Apple's all-new Mac Pro release is now 2019

Apple's all-new Mac Pro won't arrive until 2019, the company has confirmed, the handiwork of a new team focused on the demands of professional users. Long-anticipated by the pro-creatives that have in many cases been vocal with their complaints that Apple's current range overlooks their needs, plenty about the new Mac Pro remains a mystery.

Apple, though, is pulling the curtain back just a little. A year ago, it sat down with select media and made an unexpected confession: it had got the cylindrical Mac Pro wrong, and was "completely rethinking" what its replacement would be. At the time it suggested the new Mac Pro might arrive in 2018, though without any promises. Now, it seems, it'll be 2019 before we see their handiwork.

On the hardware side, last year Apple conceded that it had placed a bet with the Mac Pro on multiple GPUs working in tandem being the primary architecture. Instead, the graphics industry opted for single, potent GPUs working under heavy load. The result of that mistake was a thermal nightmare, and a complete reconsideration of just what makes for a Mac Pro so, well, "pro".

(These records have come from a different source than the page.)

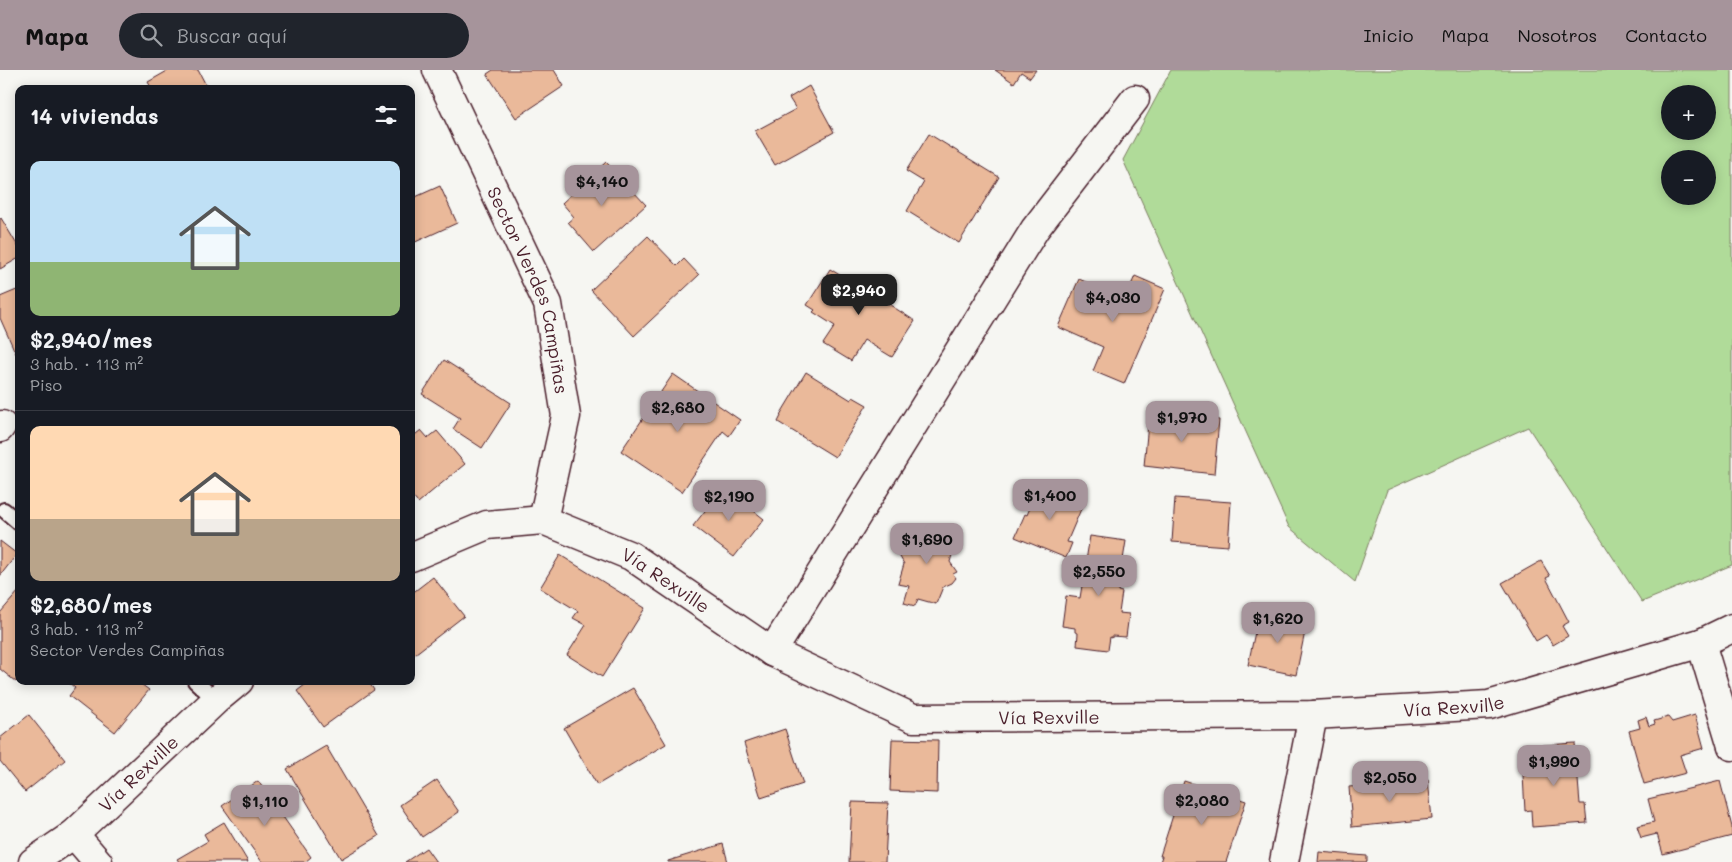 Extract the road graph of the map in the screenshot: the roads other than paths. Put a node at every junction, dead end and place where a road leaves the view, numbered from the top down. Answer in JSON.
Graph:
{"nodes":[{"id":1,"x":437,"y":70,"type":"edge"},
{"id":2,"x":1135,"y":99,"type":"dead end"},
{"id":3,"x":4,"y":510,"type":"dead end"},
{"id":4,"x":15,"y":520,"type":"edge"},
{"id":5,"x":544,"y":520,"type":"junction"},
{"id":6,"x":415,"y":556,"type":"edge"},
{"id":7,"x":1732,"y":628,"type":"edge"},
{"id":8,"x":1701,"y":643,"type":"junction"},
{"id":9,"x":772,"y":652,"type":"junction"},
{"id":10,"x":199,"y":685,"type":"edge"},
{"id":11,"x":234,"y":685,"type":"edge"},
{"id":12,"x":216,"y":700,"type":"junction"},
{"id":13,"x":1313,"y":716,"type":"junction"},
{"id":14,"x":1732,"y":746,"type":"edge"},
{"id":15,"x":74,"y":834,"type":"junction"},
{"id":16,"x":33,"y":862,"type":"edge"},
{"id":17,"x":98,"y":862,"type":"edge"},
{"id":18,"x":1284,"y":862,"type":"edge"}],
"edges":[{"from":1,"to":5,"type":"street","name":"Sector Verdes Campiñas"},
{"from":2,"to":9,"type":"street"},
{"from":3,"to":4,"type":"lane"},
{"from":5,"to":6,"type":"street","name":"Vía Rexville"},
{"from":5,"to":9,"type":"street","name":"Vía Rexville"},
{"from":7,"to":8,"type":"street","name":"Vía Rexville"},
{"from":8,"to":13,"type":"street","name":"Vía Rexville"},
{"from":8,"to":14,"type":"street"},
{"from":9,"to":13,"type":"street","name":"Vía Rexville"},
{"from":10,"to":12,"type":"lane"},
{"from":11,"to":12,"type":"street","name":"Vía Rexville"},
{"from":12,"to":15,"type":"street","name":"Vía Rexville"},
{"from":13,"to":18,"type":"street"},
{"from":15,"to":16,"type":"street","name":"Vía Rexville"},
{"from":15,"to":17,"type":"street"}]} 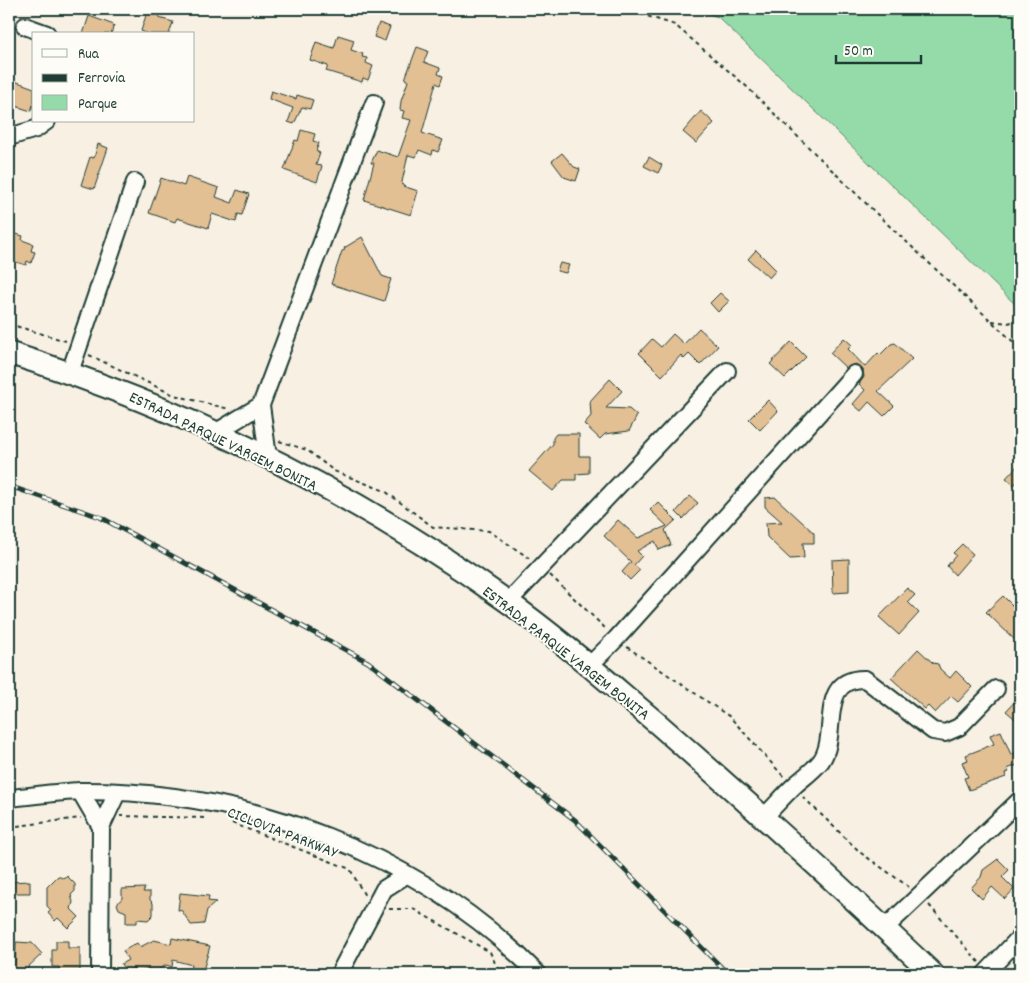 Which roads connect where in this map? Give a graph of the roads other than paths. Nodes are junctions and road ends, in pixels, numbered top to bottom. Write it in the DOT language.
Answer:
graph roads {
  1 [pos="24,26"];
  2 [pos="41,32"];
  3 [pos="374,103"];
  4 [pos="46,122"];
  5 [pos="9,137"];
  6 [pos="135,182"];
  7 [pos="9,353"];
  8 [pos="727,371"];
  9 [pos="70,372"];
  10 [pos="854,374"];
  11 [pos="261,405"];
  12 [pos="215,433"];
  13 [pos="268,457"];
  14 [pos="508,602"];
  15 [pos="590,666"];
  16 [pos="996,689"];
  17 [pos="80,791"];
  18 [pos="117,793"];
  19 [pos="9,798"];
  20 [pos="1020,800"];
  21 [pos="765,816"];
  22 [pos="100,820"];
  23 [pos="379,859"];
  24 [pos="406,874"];
  25 [pos="384,889"];
  26 [pos="885,928"];
  27 [pos="1020,937"];
  28 [pos="100,974"];
  29 [pos="339,974"];
  30 [pos="538,974"];
  31 [pos="933,974"];
  32 [pos="985,974"];
  1 -- 2 [label="street"];
  3 -- 11 [label="street"];
  4 -- 5 [label="street"];
  6 -- 9 [label="street"];
  7 -- 9 [label="main road, ESTRADA PARQUE VARGEM BONITA"];
  8 -- 14 [label="street"];
  9 -- 12 [label="main road, ESTRADA PARQUE VARGEM BONITA"];
  10 -- 15 [label="street"];
  11 -- 12 [label="street"];
  11 -- 13 [label="street"];
  12 -- 13 [label="main road, ESTRADA PARQUE VARGEM BONITA"];
  13 -- 14 [label="main road, ESTRADA PARQUE VARGEM BONITA"];
  14 -- 15 [label="main road, ESTRADA PARQUE VARGEM BONITA"];
  15 -- 21 [label="main road, ESTRADA PARQUE VARGEM BONITA"];
  16 -- 21 [label="street"];
  17 -- 18 [label="street"];
  17 -- 19 [label="street"];
  17 -- 22 [label="street"];
  18 -- 22 [label="street"];
  18 -- 23 [label="street"];
  20 -- 26 [label="street"];
  21 -- 26 [label="main road, ESTRADA PARQUE VARGEM BONITA"];
  22 -- 28 [label="street"];
  23 -- 24 [label="street"];
  23 -- 25 [label="street"];
  24 -- 25 [label="street"];
  24 -- 30 [label="street"];
  25 -- 29 [label="street"];
  26 -- 31 [label="main road, ESTRADA PARQUE VARGEM BONITA"];
  27 -- 32 [label="street"];
} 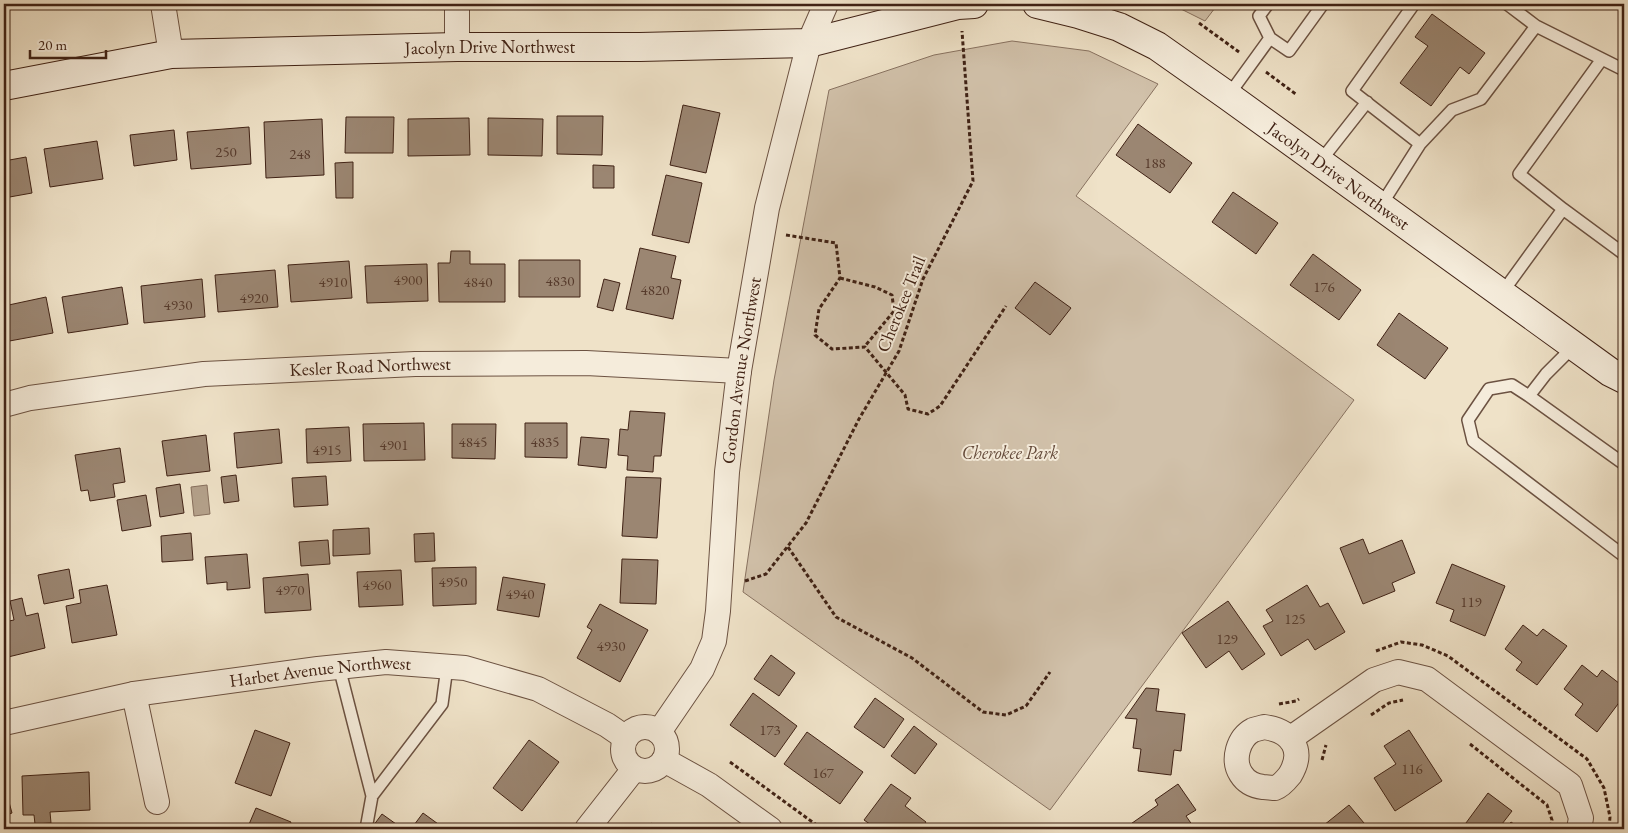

That prompted the creation of a team specially focused on exactly what professional users want from their hardware and software. Dubbed the Pro Workflow Team, it's under John Ternus and has tight links to the engineering division that will be responsible for the final Mac Pro hardware, TechCrunch reports. Unusually, while Apple is making all the expected noises about talking to pro-creatives about their needs, it's also going further than that.

Turns out, the sort of users Apple is hoping to tempt with the Mac Pro are often using their computers for highly secretive purposes: movies yet to be released, for example. While they might have a long wish-list of what they'd like to see from the upcoming computer, they're limited in what they can actually discuss. So, Apple decided to bring in creatives of its own, either contact or full-time, who will use the prototypes to work on actual projects and then give feedback as to how the whole thing worked out.

"We've been focusing on visual effects and video editing and 3D animation and music production as well," Ternus told TechCrunch. The upshot to that isn't just generally well-specified machines, but ones which truly fit smoothly into pro-workflows. That could be avoiding processing lag when it's most frustrating, or rearranging how drivers are managed to cut out the tiny hiccups that add up over hundreds of repetitions during the course of a typical day.

That's all well and good for those working on Apple's internal test projects, but for everybody outside the company waiting on a new Mac Pro, there are still some huge questions. Apple is still apparently committed to making a modular machine, though the form that modularity is unclear. If you're hoping for a big chassis with lots of open slots and bays, for example, you might end up disappointed: TechCrunch says it saw Apple experimenting with external GPUs, Thunderbolt 3 peripherals, and using iPad Pro as an input device with highly customizable interfaces.

What that means for the 2019 Mac Pro is unclear at this stage. Certainly, Apple's strategy to use external peripherals and expansion with the existing, cylindrical Mac Pro failed to catch on, though some of that has arguably been down to the paucity of Thunderbolt 2 accessories. macOS is, meanwhile, only just getting up to speed with Thunderbolt 3 external GPUs.

How much of the old Mac's failure was timing, therefore, and how much was an inherent misunderstanding of what professionals want and need remains a point of argument. We won't hear Apple's voice in that until it decides to show us the new Mac Pro next year.